═══ Data extract

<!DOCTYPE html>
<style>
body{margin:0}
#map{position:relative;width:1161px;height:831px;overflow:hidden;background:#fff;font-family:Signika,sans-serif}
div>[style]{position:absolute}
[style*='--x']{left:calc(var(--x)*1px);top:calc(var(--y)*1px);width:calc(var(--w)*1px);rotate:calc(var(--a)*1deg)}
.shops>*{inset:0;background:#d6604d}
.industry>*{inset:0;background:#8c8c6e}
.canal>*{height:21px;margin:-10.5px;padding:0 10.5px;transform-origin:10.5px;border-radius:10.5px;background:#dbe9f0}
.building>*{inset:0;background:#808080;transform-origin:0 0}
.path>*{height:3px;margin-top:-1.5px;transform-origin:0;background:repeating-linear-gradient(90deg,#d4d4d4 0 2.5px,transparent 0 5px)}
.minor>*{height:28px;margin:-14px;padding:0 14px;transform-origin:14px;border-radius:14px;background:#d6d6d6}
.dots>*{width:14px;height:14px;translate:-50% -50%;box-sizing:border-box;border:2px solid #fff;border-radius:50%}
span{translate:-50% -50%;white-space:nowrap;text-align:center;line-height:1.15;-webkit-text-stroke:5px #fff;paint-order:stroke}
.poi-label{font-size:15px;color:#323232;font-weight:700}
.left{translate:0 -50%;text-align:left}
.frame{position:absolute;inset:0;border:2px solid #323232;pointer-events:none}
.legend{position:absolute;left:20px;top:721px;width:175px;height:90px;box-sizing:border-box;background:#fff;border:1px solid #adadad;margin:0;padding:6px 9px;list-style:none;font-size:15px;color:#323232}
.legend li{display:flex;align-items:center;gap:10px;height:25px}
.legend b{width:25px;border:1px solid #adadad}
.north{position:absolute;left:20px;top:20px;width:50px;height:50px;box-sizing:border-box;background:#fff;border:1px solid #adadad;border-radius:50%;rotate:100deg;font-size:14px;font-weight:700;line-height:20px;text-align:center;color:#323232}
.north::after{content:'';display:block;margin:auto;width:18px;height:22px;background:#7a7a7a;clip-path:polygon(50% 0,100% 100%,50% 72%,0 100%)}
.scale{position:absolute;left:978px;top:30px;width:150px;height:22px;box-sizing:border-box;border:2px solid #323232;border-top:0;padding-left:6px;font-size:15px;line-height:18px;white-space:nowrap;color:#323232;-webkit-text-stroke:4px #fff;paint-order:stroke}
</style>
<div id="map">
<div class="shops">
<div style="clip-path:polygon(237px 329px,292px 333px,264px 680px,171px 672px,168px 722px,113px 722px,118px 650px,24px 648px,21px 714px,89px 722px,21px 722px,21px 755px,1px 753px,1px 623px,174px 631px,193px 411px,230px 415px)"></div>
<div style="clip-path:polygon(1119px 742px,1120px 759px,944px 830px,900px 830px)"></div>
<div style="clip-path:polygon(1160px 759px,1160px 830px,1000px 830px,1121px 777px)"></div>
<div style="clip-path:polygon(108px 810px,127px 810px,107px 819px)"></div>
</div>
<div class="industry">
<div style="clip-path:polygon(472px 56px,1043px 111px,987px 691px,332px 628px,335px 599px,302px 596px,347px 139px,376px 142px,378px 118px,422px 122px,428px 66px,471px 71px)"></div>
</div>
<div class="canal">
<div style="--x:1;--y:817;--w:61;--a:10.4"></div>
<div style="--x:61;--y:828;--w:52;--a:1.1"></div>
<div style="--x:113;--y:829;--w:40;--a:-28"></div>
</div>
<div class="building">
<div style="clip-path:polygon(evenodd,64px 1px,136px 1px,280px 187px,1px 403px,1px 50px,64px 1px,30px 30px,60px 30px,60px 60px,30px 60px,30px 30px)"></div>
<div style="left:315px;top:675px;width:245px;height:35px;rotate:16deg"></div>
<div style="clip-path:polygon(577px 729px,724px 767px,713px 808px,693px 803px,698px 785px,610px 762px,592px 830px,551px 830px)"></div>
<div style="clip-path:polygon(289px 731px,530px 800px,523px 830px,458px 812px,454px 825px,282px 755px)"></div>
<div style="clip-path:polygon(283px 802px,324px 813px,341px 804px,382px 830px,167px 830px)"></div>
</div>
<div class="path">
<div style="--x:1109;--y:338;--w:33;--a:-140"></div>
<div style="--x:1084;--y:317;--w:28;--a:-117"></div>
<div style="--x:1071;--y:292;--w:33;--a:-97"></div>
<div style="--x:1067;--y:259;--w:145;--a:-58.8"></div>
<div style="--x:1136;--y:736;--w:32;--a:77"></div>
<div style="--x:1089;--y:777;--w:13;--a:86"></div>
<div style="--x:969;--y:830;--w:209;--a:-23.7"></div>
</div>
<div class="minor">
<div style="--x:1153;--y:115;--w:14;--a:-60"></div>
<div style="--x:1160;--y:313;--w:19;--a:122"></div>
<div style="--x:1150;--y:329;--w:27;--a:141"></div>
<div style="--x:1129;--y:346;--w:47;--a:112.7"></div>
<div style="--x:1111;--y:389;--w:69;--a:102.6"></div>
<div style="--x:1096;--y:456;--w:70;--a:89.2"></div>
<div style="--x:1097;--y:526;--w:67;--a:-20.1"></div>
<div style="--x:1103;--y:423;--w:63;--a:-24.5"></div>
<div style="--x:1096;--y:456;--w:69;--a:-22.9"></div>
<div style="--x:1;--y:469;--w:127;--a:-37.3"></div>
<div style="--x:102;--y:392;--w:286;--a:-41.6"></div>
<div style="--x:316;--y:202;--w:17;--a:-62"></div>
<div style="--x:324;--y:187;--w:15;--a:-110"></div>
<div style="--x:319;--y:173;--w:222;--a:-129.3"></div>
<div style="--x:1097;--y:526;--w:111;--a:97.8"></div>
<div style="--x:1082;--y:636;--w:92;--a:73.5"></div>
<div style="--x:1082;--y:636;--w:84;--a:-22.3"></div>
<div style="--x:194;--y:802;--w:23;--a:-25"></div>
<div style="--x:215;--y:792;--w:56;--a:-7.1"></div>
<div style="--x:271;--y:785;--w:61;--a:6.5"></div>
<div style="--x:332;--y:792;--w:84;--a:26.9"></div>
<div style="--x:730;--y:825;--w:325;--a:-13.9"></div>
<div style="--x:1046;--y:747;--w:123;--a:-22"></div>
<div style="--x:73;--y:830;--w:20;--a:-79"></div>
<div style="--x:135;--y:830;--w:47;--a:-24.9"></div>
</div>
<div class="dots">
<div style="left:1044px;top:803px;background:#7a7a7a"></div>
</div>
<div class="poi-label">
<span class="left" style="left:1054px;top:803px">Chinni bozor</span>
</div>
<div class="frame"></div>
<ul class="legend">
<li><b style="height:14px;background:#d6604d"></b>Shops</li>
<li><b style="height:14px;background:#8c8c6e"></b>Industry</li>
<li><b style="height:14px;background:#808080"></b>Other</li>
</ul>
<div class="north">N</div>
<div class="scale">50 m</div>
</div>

══════
═══ Data extract

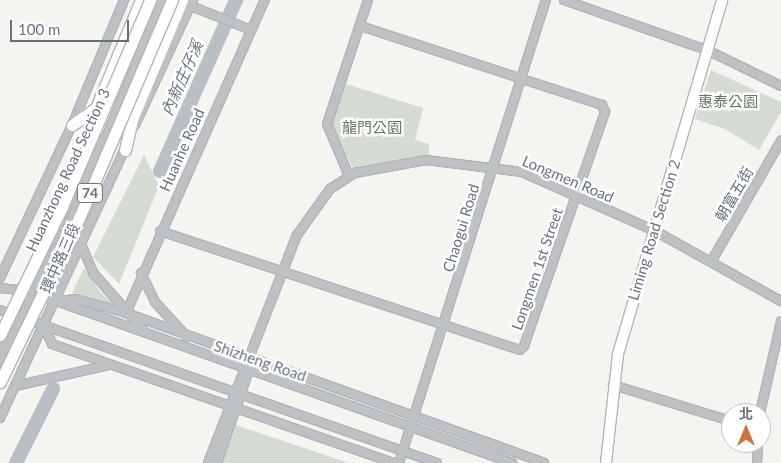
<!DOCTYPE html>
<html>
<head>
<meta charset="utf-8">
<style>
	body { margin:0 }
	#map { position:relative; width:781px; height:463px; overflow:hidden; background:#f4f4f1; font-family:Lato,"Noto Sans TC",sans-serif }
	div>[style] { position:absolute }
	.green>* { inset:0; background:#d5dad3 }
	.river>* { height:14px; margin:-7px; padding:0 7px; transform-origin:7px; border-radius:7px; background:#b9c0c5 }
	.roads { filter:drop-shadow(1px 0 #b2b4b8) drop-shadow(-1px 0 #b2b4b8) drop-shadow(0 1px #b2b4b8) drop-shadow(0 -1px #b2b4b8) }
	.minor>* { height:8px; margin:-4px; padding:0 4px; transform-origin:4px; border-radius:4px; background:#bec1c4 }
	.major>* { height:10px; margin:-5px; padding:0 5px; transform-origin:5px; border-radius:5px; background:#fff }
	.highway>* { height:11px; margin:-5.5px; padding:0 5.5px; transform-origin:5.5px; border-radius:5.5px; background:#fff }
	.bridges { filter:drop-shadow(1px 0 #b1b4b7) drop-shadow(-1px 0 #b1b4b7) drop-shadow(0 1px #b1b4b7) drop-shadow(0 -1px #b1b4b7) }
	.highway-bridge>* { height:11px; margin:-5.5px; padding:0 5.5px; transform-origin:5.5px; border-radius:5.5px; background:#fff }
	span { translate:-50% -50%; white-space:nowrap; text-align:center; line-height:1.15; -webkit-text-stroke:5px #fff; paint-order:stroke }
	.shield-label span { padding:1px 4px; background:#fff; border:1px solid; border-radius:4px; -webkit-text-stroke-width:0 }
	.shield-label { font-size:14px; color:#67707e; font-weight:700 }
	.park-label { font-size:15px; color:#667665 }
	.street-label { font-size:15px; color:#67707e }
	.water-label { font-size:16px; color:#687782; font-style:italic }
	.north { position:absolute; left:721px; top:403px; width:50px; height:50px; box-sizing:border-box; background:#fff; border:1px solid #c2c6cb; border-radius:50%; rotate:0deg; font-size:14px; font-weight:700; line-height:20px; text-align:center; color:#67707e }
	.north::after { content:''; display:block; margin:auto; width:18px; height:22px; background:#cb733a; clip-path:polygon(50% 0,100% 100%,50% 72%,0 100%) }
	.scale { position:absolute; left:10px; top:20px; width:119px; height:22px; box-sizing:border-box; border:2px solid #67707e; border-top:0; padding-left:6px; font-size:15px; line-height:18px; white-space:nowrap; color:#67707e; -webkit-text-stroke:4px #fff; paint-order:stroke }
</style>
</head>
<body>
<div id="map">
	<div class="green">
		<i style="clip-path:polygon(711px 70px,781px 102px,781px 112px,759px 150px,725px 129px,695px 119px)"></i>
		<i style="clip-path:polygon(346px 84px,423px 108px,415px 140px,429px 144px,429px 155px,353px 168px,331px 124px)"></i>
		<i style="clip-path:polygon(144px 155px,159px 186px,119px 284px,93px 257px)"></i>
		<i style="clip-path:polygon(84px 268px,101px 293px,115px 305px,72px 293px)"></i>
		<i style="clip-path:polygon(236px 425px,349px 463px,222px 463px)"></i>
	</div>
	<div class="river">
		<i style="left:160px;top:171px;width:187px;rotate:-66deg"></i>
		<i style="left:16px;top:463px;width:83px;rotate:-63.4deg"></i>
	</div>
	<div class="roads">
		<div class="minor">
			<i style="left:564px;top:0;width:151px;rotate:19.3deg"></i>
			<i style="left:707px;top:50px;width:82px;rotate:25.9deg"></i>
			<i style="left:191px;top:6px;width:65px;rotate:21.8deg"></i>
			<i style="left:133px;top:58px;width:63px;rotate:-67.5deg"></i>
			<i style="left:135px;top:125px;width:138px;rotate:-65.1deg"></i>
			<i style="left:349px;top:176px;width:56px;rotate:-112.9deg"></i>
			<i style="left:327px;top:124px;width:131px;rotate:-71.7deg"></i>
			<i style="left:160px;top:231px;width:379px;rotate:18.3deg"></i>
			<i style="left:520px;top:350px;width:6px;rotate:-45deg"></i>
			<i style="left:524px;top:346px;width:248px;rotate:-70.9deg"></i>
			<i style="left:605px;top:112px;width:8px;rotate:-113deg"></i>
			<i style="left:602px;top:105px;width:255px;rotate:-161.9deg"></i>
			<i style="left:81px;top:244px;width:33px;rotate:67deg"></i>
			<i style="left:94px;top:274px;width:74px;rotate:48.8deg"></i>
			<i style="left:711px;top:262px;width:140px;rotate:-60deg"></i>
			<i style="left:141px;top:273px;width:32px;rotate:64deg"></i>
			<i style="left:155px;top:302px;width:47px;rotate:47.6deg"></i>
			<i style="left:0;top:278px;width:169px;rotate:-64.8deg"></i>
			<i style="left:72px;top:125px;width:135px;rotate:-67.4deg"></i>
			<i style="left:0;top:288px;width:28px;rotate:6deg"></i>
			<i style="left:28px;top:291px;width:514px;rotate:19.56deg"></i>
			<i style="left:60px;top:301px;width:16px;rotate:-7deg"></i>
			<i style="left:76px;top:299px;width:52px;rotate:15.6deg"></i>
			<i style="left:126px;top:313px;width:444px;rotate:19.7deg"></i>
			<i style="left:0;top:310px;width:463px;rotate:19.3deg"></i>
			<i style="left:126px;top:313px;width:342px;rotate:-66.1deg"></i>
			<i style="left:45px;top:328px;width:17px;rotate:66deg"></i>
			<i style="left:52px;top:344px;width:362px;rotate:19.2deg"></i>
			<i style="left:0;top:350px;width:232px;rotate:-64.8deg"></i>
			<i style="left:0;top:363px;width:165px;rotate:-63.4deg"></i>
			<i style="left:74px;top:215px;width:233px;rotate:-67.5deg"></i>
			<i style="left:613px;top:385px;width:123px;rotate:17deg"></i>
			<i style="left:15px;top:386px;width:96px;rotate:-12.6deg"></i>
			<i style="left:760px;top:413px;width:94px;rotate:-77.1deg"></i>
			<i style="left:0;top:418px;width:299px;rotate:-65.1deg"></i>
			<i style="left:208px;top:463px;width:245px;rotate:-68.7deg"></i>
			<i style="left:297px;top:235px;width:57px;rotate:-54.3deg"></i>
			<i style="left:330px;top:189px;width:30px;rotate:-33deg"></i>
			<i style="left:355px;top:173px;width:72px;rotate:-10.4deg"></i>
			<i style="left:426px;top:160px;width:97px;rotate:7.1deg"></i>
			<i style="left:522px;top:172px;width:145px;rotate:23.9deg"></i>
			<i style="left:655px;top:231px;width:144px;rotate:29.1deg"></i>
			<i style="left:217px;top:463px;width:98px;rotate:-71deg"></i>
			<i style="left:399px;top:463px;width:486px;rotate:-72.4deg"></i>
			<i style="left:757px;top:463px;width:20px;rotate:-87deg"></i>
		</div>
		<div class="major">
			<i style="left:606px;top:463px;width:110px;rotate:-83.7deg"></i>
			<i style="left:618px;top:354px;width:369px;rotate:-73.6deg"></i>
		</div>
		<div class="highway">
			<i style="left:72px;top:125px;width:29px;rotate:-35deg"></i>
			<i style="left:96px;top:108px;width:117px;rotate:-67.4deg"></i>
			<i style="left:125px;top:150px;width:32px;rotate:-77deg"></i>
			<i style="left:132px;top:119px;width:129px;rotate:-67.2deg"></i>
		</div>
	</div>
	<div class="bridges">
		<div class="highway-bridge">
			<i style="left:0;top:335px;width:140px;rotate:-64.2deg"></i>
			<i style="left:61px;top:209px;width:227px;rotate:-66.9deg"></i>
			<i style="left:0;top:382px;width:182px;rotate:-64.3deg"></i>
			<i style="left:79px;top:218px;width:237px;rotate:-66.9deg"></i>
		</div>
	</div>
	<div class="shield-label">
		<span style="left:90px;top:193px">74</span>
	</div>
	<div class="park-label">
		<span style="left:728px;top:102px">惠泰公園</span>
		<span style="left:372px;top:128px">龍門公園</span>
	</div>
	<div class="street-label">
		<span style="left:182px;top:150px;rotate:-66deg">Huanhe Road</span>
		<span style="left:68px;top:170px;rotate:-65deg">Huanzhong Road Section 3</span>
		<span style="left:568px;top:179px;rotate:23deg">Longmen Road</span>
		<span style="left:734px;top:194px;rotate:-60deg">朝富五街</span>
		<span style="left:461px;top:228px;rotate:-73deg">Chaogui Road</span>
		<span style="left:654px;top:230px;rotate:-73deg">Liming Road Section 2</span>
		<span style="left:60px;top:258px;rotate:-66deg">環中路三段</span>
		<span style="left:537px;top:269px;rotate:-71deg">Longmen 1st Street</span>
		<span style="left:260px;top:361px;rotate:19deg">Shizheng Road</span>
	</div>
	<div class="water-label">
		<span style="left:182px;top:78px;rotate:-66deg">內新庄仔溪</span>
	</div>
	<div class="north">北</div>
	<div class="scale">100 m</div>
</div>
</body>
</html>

══════

• Work to be completed:
For each line in the records that holds "html", show that line as it stands.

• Finished task:
<!DOCTYPE html>
<!DOCTYPE html>
<html>
</html>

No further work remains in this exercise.